天津一考生

或許是由于自己天性中的不羈,或許是由于青春期的叛逆心理,長久以來不為別人所惱的心泛起層層波浪,不能平靜。
不解,也就不去想。不去想為什么曾被稱為“孩子王”的我,現在卻拒鄰家小孩子于千里之外;不去想為什么曾主動幫母親看門買東西的我,現在竟連母親主動尋求幫忙也視而不見。為什么更不會去想這些,只局限于家里。
但是,我的母親不會知道:一回到家,無論在外面多高興,我都會立即沉默;同樣的,在外面不高興,回到家我仍會是云淡風輕的樣子。這樣做,只是為了迷惑她,不讓她掌握我的行跡及心理。對此,她不滿卻也無可奈何,她不了解我,我也不懂她。
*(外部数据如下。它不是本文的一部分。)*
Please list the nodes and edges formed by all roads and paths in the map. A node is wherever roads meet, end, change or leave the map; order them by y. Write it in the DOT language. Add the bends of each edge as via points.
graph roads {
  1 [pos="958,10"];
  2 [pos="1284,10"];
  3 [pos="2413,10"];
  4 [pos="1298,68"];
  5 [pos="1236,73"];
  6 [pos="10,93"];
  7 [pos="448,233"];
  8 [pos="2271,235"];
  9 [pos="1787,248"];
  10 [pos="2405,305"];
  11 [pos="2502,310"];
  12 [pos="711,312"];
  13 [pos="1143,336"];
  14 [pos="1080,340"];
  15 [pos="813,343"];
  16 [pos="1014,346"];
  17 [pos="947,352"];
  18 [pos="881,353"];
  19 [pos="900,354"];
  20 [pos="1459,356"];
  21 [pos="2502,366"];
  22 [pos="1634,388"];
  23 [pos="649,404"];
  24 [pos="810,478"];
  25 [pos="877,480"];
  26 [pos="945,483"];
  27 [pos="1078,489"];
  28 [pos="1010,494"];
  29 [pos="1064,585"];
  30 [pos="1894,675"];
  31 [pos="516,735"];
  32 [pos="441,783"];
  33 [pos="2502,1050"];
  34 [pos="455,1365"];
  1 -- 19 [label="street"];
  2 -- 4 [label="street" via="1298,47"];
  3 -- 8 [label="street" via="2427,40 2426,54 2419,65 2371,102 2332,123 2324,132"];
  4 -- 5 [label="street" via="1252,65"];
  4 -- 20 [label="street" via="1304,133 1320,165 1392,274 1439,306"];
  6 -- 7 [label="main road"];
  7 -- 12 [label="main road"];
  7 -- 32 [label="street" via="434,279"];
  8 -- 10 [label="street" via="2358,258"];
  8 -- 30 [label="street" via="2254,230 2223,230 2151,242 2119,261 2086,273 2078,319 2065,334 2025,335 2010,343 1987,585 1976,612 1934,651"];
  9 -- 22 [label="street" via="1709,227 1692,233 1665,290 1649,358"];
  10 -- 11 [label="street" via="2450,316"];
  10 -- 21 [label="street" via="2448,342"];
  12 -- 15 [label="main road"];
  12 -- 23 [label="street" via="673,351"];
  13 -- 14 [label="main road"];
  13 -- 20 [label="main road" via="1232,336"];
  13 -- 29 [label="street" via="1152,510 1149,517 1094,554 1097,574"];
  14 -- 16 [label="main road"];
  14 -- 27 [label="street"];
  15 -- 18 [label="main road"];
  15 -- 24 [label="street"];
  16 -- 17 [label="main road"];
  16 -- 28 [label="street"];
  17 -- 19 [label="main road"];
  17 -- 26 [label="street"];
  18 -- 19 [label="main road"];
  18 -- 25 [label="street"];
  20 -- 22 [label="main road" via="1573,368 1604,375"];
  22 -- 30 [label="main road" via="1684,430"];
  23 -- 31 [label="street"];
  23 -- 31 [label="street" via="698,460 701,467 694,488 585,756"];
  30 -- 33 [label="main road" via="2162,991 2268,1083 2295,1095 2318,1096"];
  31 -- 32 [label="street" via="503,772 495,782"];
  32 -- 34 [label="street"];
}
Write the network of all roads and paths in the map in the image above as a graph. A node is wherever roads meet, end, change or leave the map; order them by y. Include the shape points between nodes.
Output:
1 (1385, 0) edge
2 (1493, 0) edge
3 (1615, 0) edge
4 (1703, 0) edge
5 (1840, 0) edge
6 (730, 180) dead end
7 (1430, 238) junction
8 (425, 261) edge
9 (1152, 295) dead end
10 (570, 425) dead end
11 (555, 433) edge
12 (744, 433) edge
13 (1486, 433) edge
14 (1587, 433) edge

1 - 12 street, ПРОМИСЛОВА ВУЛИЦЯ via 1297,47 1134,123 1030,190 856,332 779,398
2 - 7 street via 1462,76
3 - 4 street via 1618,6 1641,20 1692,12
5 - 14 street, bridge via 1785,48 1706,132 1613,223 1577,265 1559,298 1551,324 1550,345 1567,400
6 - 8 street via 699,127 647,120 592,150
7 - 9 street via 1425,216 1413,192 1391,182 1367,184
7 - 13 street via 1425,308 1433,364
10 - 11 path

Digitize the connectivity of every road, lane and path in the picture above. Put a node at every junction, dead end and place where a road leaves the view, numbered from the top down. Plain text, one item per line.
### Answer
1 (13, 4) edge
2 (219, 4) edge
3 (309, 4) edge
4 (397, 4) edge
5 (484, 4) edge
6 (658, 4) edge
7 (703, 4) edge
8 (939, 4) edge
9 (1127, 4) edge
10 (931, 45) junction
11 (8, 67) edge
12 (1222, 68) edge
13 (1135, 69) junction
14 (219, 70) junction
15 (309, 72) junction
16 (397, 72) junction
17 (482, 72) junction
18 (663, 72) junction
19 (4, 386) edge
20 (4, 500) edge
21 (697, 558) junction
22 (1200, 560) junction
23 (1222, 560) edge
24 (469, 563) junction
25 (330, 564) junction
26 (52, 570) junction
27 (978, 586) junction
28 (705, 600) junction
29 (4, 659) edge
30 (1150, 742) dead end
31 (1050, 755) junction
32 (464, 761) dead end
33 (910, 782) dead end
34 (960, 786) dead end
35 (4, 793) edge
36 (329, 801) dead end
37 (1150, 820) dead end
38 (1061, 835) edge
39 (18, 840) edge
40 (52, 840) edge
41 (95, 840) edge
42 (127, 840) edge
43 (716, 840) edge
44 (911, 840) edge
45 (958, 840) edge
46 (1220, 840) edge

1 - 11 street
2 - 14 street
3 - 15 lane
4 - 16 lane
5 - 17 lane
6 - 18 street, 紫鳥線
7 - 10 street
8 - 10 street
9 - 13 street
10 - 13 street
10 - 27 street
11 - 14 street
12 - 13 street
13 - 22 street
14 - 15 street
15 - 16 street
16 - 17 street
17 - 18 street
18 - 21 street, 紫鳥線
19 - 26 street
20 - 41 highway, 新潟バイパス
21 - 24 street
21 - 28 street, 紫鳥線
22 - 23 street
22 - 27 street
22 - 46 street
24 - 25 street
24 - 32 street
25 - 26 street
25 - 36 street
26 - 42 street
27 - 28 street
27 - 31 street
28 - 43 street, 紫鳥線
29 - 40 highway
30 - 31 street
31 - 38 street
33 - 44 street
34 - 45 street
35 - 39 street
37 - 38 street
但,我心里最清楚,不希望這樣下去。我曾想過,若接受催眠會知曉我排斥她的理由,我會去,但又擔心知道一個不愿知道的答案。久而久之,我便在這接受與排斥間游移不定,于是,只得努力去改。
記得小學同學再見到我時,大為驚異我的變化。以前,我就像只渾身是刺的刺猬,如今,卻斂起鋒芒。只是,我的母親永遠是我的結,難解的心結。
難道,走向成熟,做心中的自己就這么難?難道,我一定要傷害本該和我最親近的人?排斥,總會有理由,順著這條線索,我陷入回憶。
不喜歡小孩,是因為小時候被她打罵過無數次,并因此被鄰居嘲笑,傷了我的自尊;不喜歡看門,是因為她曾N次讓我看門,到了約定的時間卻不回來,使我不信任她……
在回憶中,我才發現,很多我認為不在意的東西,其實很在意。